▶ [EXERCISE]
Every line of the entries below that carries the string "Main" should be copied.

(Collected data entries)

-------

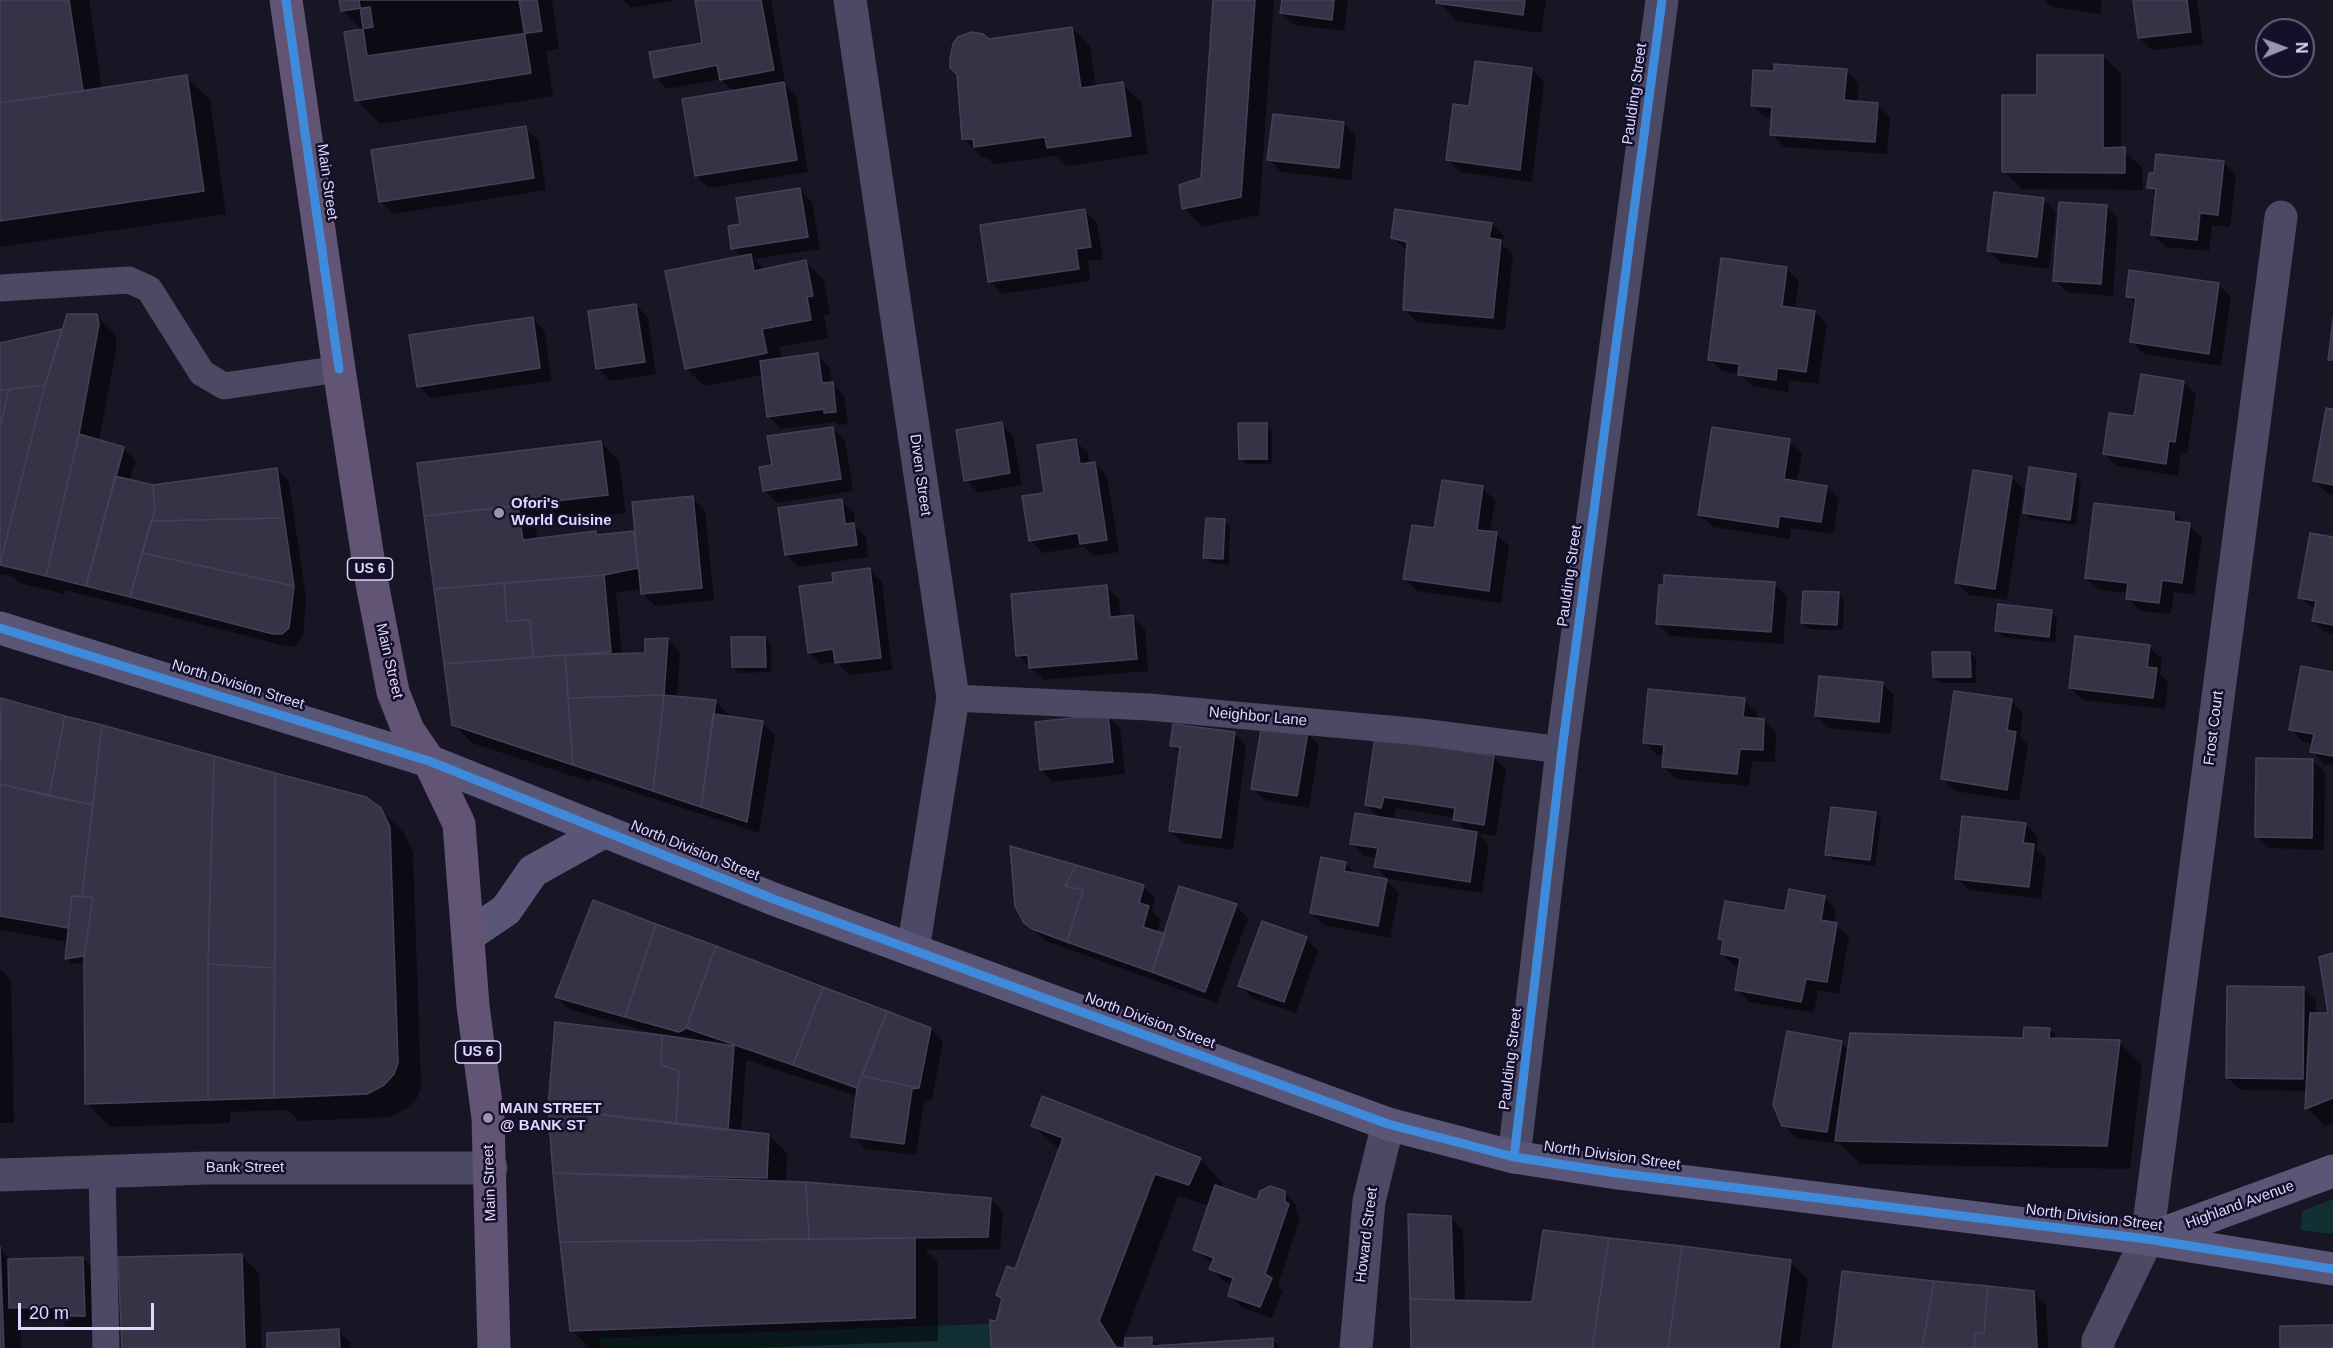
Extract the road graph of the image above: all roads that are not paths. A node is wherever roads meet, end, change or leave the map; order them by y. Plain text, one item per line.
1 (286, 0) edge
2 (850, 0) edge
3 (1662, 0) edge
4 (2281, 218) dead end
5 (0, 288) edge
6 (339, 369) junction
7 (0, 628) edge
8 (953, 698) junction
9 (1562, 750) junction
10 (429, 761) junction
11 (605, 831) junction
12 (469, 935) junction
13 (912, 950) junction
14 (1388, 1124) junction
15 (1514, 1157) junction
16 (491, 1168) junction
17 (2333, 1171) edge
18 (102, 1172) junction
19 (0, 1175) edge
20 (2147, 1239) junction
21 (2333, 1269) edge
22 (106, 1348) edge
23 (494, 1348) edge
24 (1356, 1348) edge
25 (2098, 1348) edge

1 - 6 main road, Main Street / US 6
2 - 8 street, Diven Street
3 - 9 street, Paulding Street
4 - 20 street, Frost Court
5 - 6 lane
6 - 10 main road, Main Street / US 6
7 - 10 street, North Division Street
8 - 9 lane, Neighbor Lane
8 - 13 street, Diven Street
9 - 15 street, Paulding Street
10 - 11 street, North Division Street
10 - 12 main road, Main Street / US 6
11 - 12 street
11 - 13 street, North Division Street
12 - 16 main road, Main Street / US 6
13 - 14 street, North Division Street
14 - 15 street, North Division Street
14 - 24 street, Howard Street
15 - 20 street, North Division Street
16 - 18 street, Bank Street
16 - 23 main road, Main Street / US 6
17 - 20 street, Highland Avenue
18 - 19 street, Bank Street
18 - 22 lane
20 - 21 street, North Division Street
20 - 25 street, Frost Court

-------

▶ [RESPONSE TO THE TASK]
1 - 6 main road, Main Street / US 6
6 - 10 main road, Main Street / US 6
10 - 12 main road, Main Street / US 6
12 - 16 main road, Main Street / US 6
16 - 23 main road, Main Street / US 6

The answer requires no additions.